ASSIGNMENT →
Pull every line holding the string "between" from the records below.

RECORDS FOR THE EXERCISE →

*** Begin section ***

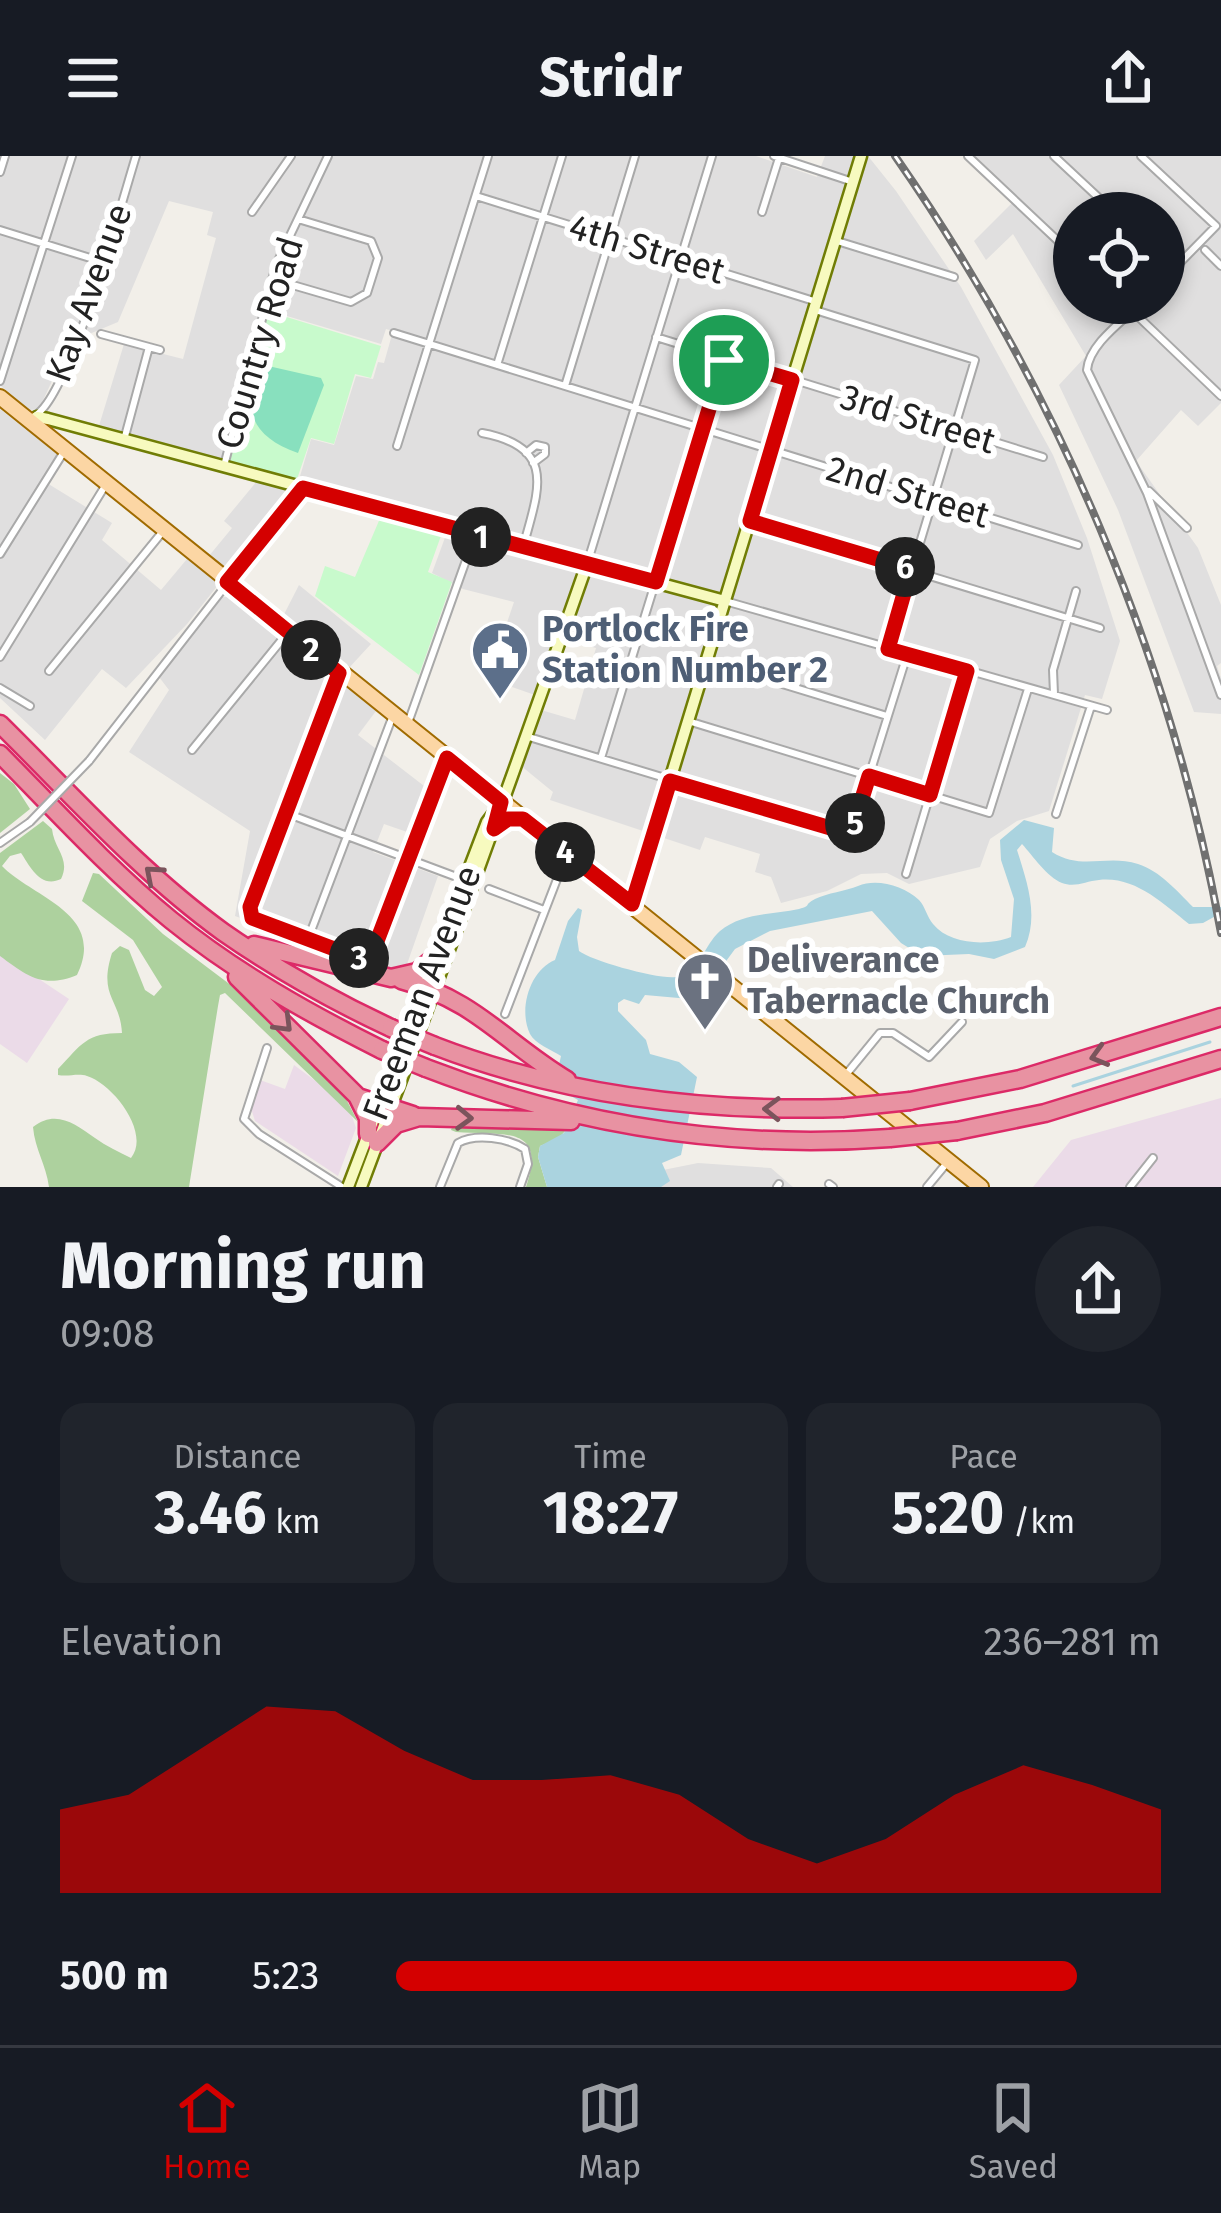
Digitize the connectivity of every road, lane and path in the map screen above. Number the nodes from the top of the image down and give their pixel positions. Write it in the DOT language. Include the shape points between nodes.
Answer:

*** End section ***
*** Begin section ***

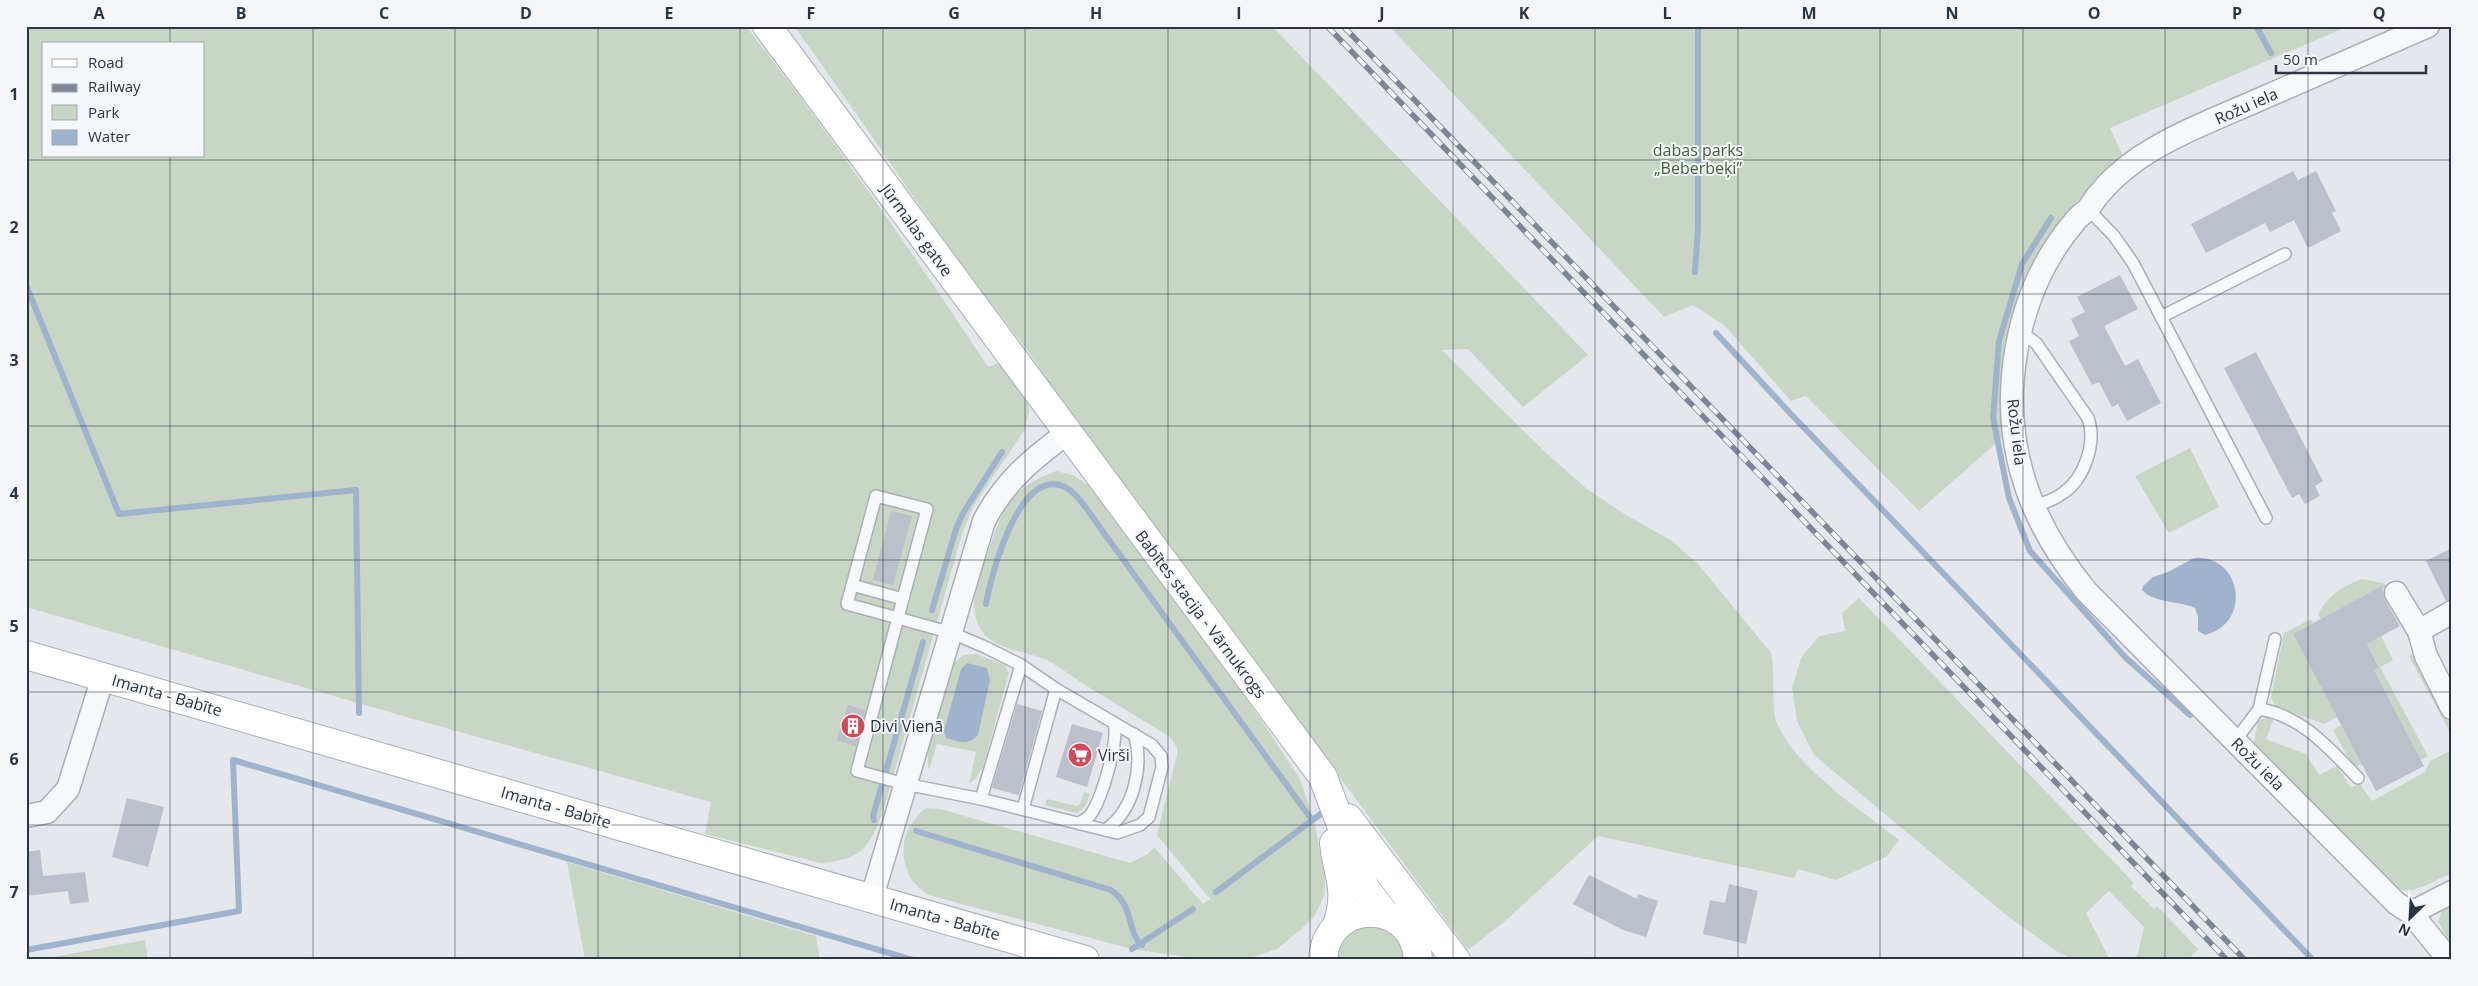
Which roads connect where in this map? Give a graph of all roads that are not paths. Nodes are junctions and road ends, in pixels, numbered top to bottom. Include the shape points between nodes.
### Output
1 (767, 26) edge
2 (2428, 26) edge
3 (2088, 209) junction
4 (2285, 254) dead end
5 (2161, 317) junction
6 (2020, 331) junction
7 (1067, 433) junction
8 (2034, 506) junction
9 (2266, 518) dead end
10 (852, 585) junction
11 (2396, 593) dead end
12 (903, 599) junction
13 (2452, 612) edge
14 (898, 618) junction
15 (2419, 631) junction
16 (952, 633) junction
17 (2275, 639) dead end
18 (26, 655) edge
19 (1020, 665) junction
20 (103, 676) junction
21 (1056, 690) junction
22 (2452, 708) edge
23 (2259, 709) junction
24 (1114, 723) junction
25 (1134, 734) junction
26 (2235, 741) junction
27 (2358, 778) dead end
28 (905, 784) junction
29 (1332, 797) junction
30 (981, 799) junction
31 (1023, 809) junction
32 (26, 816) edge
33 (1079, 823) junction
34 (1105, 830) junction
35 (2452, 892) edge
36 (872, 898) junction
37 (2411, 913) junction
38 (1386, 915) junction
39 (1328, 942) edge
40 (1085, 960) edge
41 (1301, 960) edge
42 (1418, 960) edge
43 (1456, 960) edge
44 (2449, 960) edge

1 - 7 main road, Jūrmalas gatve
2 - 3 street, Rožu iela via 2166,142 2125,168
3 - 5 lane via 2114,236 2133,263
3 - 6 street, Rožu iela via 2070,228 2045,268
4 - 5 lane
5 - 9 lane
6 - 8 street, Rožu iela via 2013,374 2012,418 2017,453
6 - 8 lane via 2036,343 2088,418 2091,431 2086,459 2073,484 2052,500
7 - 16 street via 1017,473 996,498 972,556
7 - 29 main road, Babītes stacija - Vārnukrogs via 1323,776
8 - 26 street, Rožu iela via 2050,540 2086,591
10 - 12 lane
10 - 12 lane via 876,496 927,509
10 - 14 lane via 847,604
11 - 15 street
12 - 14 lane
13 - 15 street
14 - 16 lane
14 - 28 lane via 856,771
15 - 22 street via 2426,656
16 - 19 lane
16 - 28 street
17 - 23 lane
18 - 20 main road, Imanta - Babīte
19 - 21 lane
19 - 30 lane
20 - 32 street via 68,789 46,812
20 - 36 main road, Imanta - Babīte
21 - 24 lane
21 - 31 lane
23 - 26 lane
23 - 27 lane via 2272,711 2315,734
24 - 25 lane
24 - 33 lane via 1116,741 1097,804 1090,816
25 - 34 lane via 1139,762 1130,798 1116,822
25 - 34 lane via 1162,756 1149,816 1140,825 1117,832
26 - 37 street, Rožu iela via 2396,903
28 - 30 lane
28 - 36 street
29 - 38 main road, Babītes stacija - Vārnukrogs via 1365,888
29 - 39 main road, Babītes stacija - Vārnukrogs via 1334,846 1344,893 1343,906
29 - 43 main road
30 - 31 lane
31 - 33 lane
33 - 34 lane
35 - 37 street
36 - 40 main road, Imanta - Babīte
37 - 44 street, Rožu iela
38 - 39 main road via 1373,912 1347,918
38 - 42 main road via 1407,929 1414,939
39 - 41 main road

*** End section ***

EXERCISE SOLUTION →
Digitize the connectivity of every road, lane and path in the map screen above. Number the nodes from the top of the image down and give their pixel positions. Write it in the DOT language. Include the shape points between nodes.
Which roads connect where in this map? Give a graph of all roads that are not paths. Nodes are junctions and road ends, in pixels, numbered top to bottom. Include the shape points between nodes.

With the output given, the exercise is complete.